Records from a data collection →
※ ※ ※

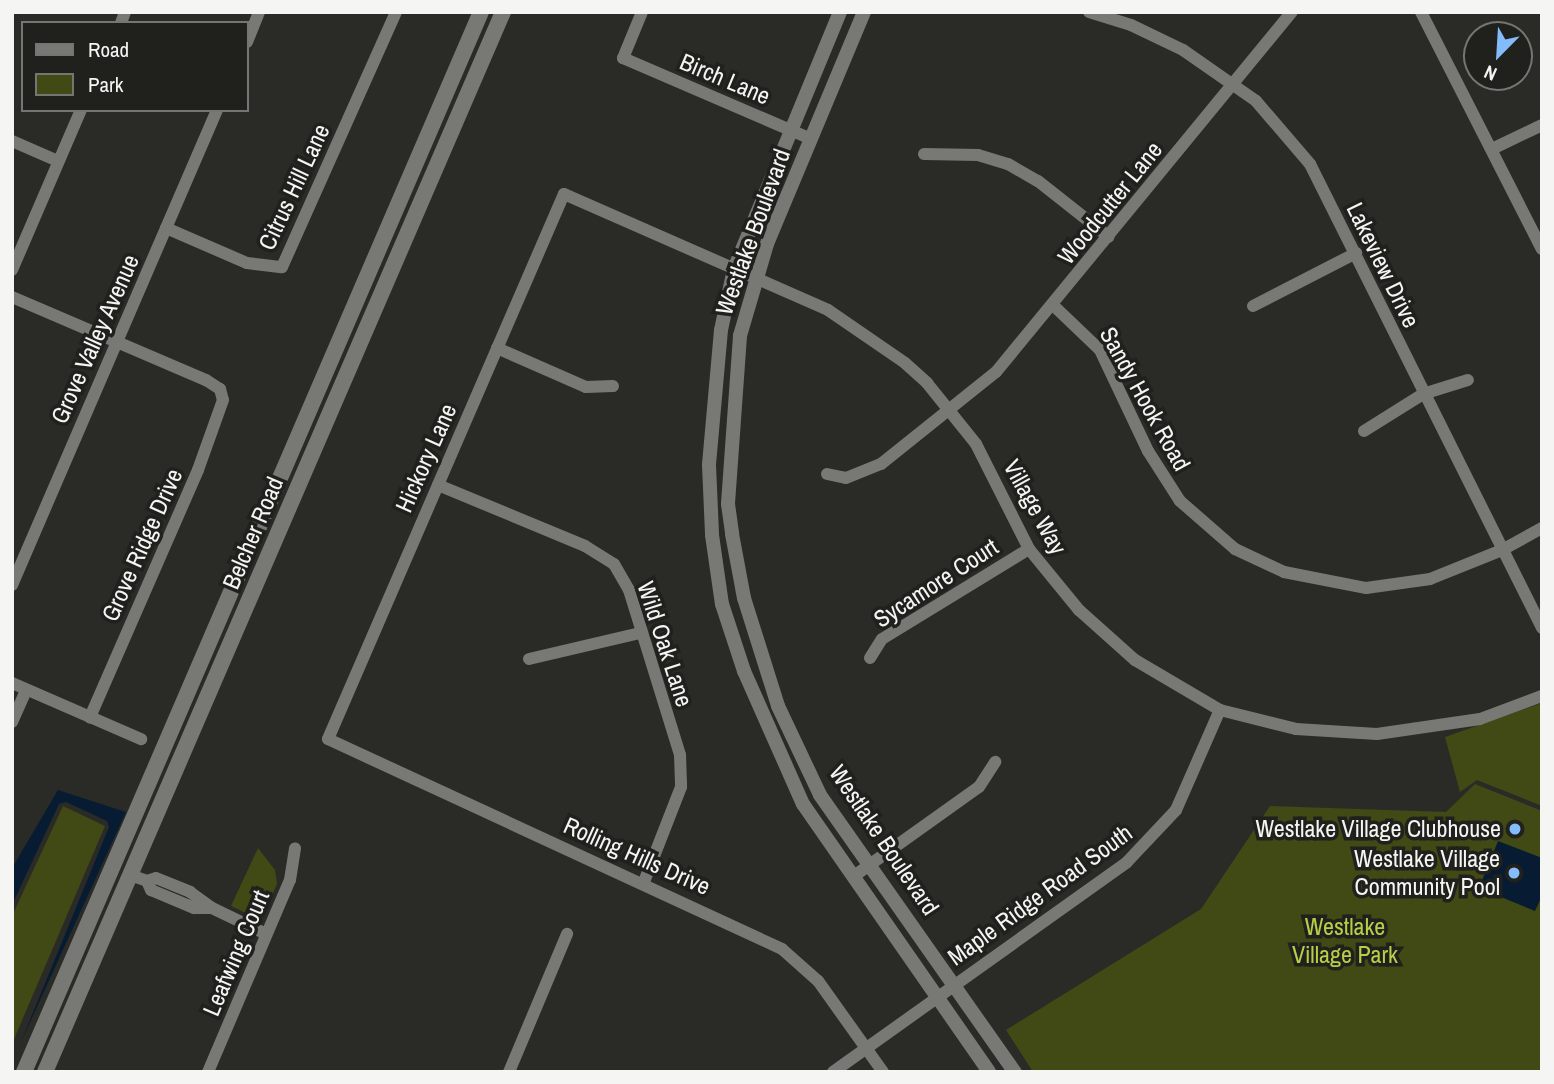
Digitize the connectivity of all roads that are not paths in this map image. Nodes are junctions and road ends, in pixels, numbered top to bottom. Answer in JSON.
{"nodes":[{"id":1,"x":259,"y":12,"type":"edge"},
{"id":2,"x":396,"y":12,"type":"edge"},
{"id":3,"x":481,"y":12,"type":"edge"},
{"id":4,"x":642,"y":12,"type":"edge"},
{"id":5,"x":840,"y":12,"type":"edge"},
{"id":6,"x":864,"y":12,"type":"edge"},
{"id":7,"x":1089,"y":12,"type":"edge"},
{"id":8,"x":1292,"y":12,"type":"edge"},
{"id":9,"x":1421,"y":12,"type":"edge"},
{"id":10,"x":500,"y":13,"type":"edge"},
{"id":11,"x":248,"y":39,"type":"edge"},
{"id":12,"x":1231,"y":84,"type":"junction"},
{"id":13,"x":80,"y":112,"type":"edge"},
{"id":14,"x":216,"y":112,"type":"edge"},
{"id":15,"x":1542,"y":125,"type":"edge"},
{"id":16,"x":788,"y":129,"type":"junction"},
{"id":17,"x":811,"y":139,"type":"junction"},
{"id":18,"x":12,"y":141,"type":"edge"},
{"id":19,"x":1492,"y":149,"type":"junction"},
{"id":20,"x":924,"y":154,"type":"dead end"},
{"id":21,"x":58,"y":161,"type":"junction"},
{"id":22,"x":564,"y":194,"type":"joint"},
{"id":23,"x":166,"y":228,"type":"junction"},
{"id":24,"x":1110,"y":237,"type":"junction"},
{"id":25,"x":1542,"y":248,"type":"edge"},
{"id":26,"x":1356,"y":253,"type":"junction"},
{"id":27,"x":734,"y":269,"type":"junction"},
{"id":28,"x":12,"y":271,"type":"edge"},
{"id":29,"x":756,"y":277,"type":"junction"},
{"id":30,"x":12,"y":297,"type":"edge"},
{"id":31,"x":1054,"y":306,"type":"junction"},
{"id":32,"x":1253,"y":306,"type":"dead end"},
{"id":33,"x":115,"y":341,"type":"junction"},
{"id":34,"x":497,"y":348,"type":"junction"},
{"id":35,"x":1468,"y":380,"type":"dead end"},
{"id":36,"x":613,"y":386,"type":"dead end"},
{"id":37,"x":1423,"y":394,"type":"junction"},
{"id":38,"x":949,"y":410,"type":"junction"},
{"id":39,"x":1364,"y":431,"type":"dead end"},
{"id":40,"x":827,"y":474,"type":"dead end"},
{"id":41,"x":438,"y":485,"type":"junction"},
{"id":42,"x":1542,"y":528,"type":"edge"},
{"id":43,"x":1029,"y":549,"type":"junction"},
{"id":44,"x":1502,"y":550,"type":"junction"},
{"id":45,"x":12,"y":585,"type":"edge"},
{"id":46,"x":1542,"y":628,"type":"edge"},
{"id":47,"x":640,"y":633,"type":"junction"},
{"id":48,"x":870,"y":658,"type":"dead end"},
{"id":49,"x":529,"y":659,"type":"dead end"},
{"id":50,"x":12,"y":683,"type":"edge"},
{"id":51,"x":26,"y":690,"type":"junction"},
{"id":52,"x":1542,"y":696,"type":"edge"},
{"id":53,"x":1220,"y":710,"type":"junction"},
{"id":54,"x":90,"y":717,"type":"junction"},
{"id":55,"x":12,"y":722,"type":"edge"},
{"id":56,"x":141,"y":739,"type":"dead end"},
{"id":57,"x":328,"y":739,"type":"joint"},
{"id":58,"x":995,"y":762,"type":"dead end"},
{"id":59,"x":295,"y":848,"type":"dead end"},
{"id":60,"x":870,"y":864,"type":"junction"},
{"id":61,"x":111,"y":867,"type":"junction"},
{"id":62,"x":130,"y":874,"type":"junction"},
{"id":63,"x":854,"y":876,"type":"junction"},
{"id":64,"x":644,"y":882,"type":"junction"},
{"id":65,"x":267,"y":934,"type":"junction"},
{"id":66,"x":567,"y":934,"type":"dead end"},
{"id":67,"x":955,"y":984,"type":"junction"},
{"id":68,"x":937,"y":996,"type":"junction"},
{"id":69,"x":865,"y":1046,"type":"junction"},
{"id":70,"x":24,"y":1072,"type":"edge"},
{"id":71,"x":45,"y":1072,"type":"edge"},
{"id":72,"x":208,"y":1072,"type":"edge"},
{"id":73,"x":509,"y":1072,"type":"edge"},
{"id":74,"x":833,"y":1072,"type":"edge"},
{"id":75,"x":883,"y":1072,"type":"edge"},
{"id":76,"x":989,"y":1072,"type":"edge"},
{"id":77,"x":1015,"y":1072,"type":"edge"}],
"edges":[{"from":1,"to":11,"type":"street"},
{"from":2,"to":23,"type":"street","name":"Citrus Hill Lane"},
{"from":3,"to":61,"type":"main road","name":"Belcher Road"},
{"from":4,"to":16,"type":"street","name":"Birch Lane"},
{"from":5,"to":16,"type":"street","name":"Westlake Boulevard"},
{"from":6,"to":17,"type":"street","name":"Westlake Boulevard"},
{"from":7,"to":12,"type":"street","name":"Lakeview Drive"},
{"from":8,"to":12,"type":"street","name":"Woodcutter Lane"},
{"from":9,"to":19,"type":"street"},
{"from":10,"to":62,"type":"main road","name":"Belcher Road"},
{"from":12,"to":24,"type":"street","name":"Woodcutter Lane"},
{"from":12,"to":26,"type":"street","name":"Lakeview Drive"},
{"from":13,"to":21,"type":"street"},
{"from":14,"to":23,"type":"street","name":"Grove Valley Avenue"},
{"from":15,"to":19,"type":"street"},
{"from":16,"to":17,"type":"street","name":"Birch Lane"},
{"from":16,"to":27,"type":"street","name":"Westlake Boulevard"},
{"from":17,"to":29,"type":"street","name":"Westlake Boulevard"},
{"from":18,"to":21,"type":"street"},
{"from":19,"to":25,"type":"street"},
{"from":20,"to":24,"type":"street"},
{"from":21,"to":28,"type":"street"},
{"from":22,"to":27,"type":"street","name":"Village Way"},
{"from":22,"to":34,"type":"street","name":"Hickory Lane"},
{"from":23,"to":33,"type":"street","name":"Grove Valley Avenue"},
{"from":24,"to":31,"type":"street","name":"Woodcutter Lane"},
{"from":26,"to":32,"type":"street"},
{"from":26,"to":37,"type":"street","name":"Lakeview Drive"},
{"from":27,"to":29,"type":"street","name":"Village Way"},
{"from":27,"to":63,"type":"street","name":"Westlake Boulevard"},
{"from":29,"to":38,"type":"street","name":"Village Way"},
{"from":29,"to":60,"type":"street","name":"Westlake Boulevard"},
{"from":30,"to":33,"type":"street"},
{"from":31,"to":38,"type":"street","name":"Woodcutter Lane"},
{"from":31,"to":44,"type":"street","name":"Sandy Hook Road"},
{"from":33,"to":45,"type":"street","name":"Grove Valley Avenue"},
{"from":33,"to":54,"type":"street","name":"Grove Ridge Drive"},
{"from":34,"to":36,"type":"street"},
{"from":34,"to":41,"type":"street","name":"Hickory Lane"},
{"from":35,"to":37,"type":"street"},
{"from":37,"to":39,"type":"street"},
{"from":37,"to":44,"type":"street","name":"Lakeview Drive"},
{"from":38,"to":40,"type":"street","name":"Woodcutter Lane"},
{"from":38,"to":43,"type":"street","name":"Village Way"},
{"from":41,"to":47,"type":"street","name":"Wild Oak Lane"},
{"from":41,"to":57,"type":"street","name":"Hickory Lane"},
{"from":42,"to":44,"type":"street","name":"Sandy Hook Road"},
{"from":43,"to":48,"type":"street","name":"Sycamore Court"},
{"from":43,"to":53,"type":"street","name":"Village Way"},
{"from":44,"to":46,"type":"street","name":"Lakeview Drive"},
{"from":47,"to":49,"type":"street"},
{"from":47,"to":64,"type":"street","name":"Wild Oak Lane"},
{"from":50,"to":51,"type":"street"},
{"from":51,"to":54,"type":"street"},
{"from":51,"to":55,"type":"street"},
{"from":52,"to":53,"type":"street","name":"Village Way"},
{"from":53,"to":67,"type":"street","name":"Maple Ridge Road South"},
{"from":54,"to":56,"type":"street"},
{"from":57,"to":64,"type":"street","name":"Rolling Hills Drive"},
{"from":58,"to":60,"type":"street"},
{"from":59,"to":65,"type":"street","name":"Leafwing Court"},
{"from":60,"to":63,"type":"street"},
{"from":60,"to":67,"type":"street","name":"Westlake Boulevard"},
{"from":61,"to":62,"type":"main road"},
{"from":61,"to":70,"type":"main road","name":"Belcher Road"},
{"from":62,"to":65,"type":"street"},
{"from":62,"to":71,"type":"main road","name":"Belcher Road"},
{"from":63,"to":68,"type":"street","name":"Westlake Boulevard"},
{"from":64,"to":69,"type":"street","name":"Rolling Hills Drive"},
{"from":65,"to":72,"type":"street","name":"Leafwing Court"},
{"from":66,"to":73,"type":"street"},
{"from":67,"to":68,"type":"street","name":"Maple Ridge Road South"},
{"from":67,"to":77,"type":"street","name":"Westlake Boulevard"},
{"from":68,"to":69,"type":"street","name":"Maple Ridge Road South"},
{"from":68,"to":76,"type":"street","name":"Westlake Boulevard"},
{"from":69,"to":74,"type":"street","name":"Maple Ridge Road South"},
{"from":69,"to":75,"type":"street","name":"Rolling Hills Drive"}]}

※ ※ ※

Task details → Show every line of the entries above where the word "Avenue" occurs.

Response for this exercise →
{"from":14,"to":23,"type":"street","name":"Grove Valley Avenue"},
{"from":23,"to":33,"type":"street","name":"Grove Valley Avenue"},
{"from":33,"to":45,"type":"street","name":"Grove Valley Avenue"},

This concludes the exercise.